**Your task**: Filter the entries below down to the lines that hold "Left".

╭─ Dataset entries

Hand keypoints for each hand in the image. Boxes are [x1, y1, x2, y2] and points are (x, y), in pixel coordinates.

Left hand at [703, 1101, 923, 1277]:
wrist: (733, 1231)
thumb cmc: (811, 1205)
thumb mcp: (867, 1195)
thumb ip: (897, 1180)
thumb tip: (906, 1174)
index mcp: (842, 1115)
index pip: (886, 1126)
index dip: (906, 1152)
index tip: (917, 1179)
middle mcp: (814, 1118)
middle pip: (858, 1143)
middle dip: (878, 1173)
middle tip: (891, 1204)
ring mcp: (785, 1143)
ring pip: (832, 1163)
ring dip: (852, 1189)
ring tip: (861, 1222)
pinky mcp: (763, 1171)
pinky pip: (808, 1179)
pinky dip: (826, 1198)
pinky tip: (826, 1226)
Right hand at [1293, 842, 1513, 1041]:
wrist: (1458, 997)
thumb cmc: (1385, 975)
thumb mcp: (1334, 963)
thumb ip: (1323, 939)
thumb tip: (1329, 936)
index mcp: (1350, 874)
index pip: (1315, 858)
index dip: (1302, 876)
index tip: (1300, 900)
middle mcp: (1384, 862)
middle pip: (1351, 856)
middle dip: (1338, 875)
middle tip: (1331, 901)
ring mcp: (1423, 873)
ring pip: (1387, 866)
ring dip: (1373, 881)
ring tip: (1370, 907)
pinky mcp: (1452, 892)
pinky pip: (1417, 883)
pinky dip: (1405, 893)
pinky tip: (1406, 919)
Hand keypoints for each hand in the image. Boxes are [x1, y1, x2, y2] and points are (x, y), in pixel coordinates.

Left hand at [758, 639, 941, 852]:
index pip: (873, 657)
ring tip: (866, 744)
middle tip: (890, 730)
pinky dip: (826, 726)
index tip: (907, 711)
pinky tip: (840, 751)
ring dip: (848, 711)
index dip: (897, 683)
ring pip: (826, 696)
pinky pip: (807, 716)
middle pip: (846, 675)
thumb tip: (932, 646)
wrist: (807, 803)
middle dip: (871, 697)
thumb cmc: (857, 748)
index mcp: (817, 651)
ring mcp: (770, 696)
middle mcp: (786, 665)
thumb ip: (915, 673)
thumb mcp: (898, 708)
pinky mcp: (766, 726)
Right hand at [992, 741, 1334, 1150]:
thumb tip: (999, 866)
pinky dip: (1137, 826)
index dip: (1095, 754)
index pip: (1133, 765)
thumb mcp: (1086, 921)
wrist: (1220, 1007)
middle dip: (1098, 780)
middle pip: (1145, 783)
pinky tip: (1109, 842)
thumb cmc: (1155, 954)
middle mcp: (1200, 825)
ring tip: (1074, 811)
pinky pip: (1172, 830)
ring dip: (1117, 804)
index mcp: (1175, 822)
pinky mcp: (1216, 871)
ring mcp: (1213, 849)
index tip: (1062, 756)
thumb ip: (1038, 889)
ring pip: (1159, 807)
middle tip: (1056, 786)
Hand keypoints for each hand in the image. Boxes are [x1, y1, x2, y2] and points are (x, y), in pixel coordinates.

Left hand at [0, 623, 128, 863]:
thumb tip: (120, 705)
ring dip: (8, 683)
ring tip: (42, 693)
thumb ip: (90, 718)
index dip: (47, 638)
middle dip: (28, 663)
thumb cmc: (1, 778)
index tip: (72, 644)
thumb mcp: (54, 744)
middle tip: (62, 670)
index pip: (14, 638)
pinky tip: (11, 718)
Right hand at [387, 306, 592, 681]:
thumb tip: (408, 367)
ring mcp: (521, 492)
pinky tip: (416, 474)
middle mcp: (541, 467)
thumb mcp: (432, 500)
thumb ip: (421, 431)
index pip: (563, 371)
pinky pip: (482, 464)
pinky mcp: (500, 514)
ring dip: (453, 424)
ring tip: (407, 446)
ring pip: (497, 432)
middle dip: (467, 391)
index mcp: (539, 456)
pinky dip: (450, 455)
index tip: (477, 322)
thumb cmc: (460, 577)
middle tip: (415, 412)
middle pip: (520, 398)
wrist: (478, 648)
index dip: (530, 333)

╰─

**Solution to this problem**:
Left hand at [703, 1101, 923, 1277]:
Left hand at [758, 639, 941, 852]:
Left hand at [0, 623, 128, 863]:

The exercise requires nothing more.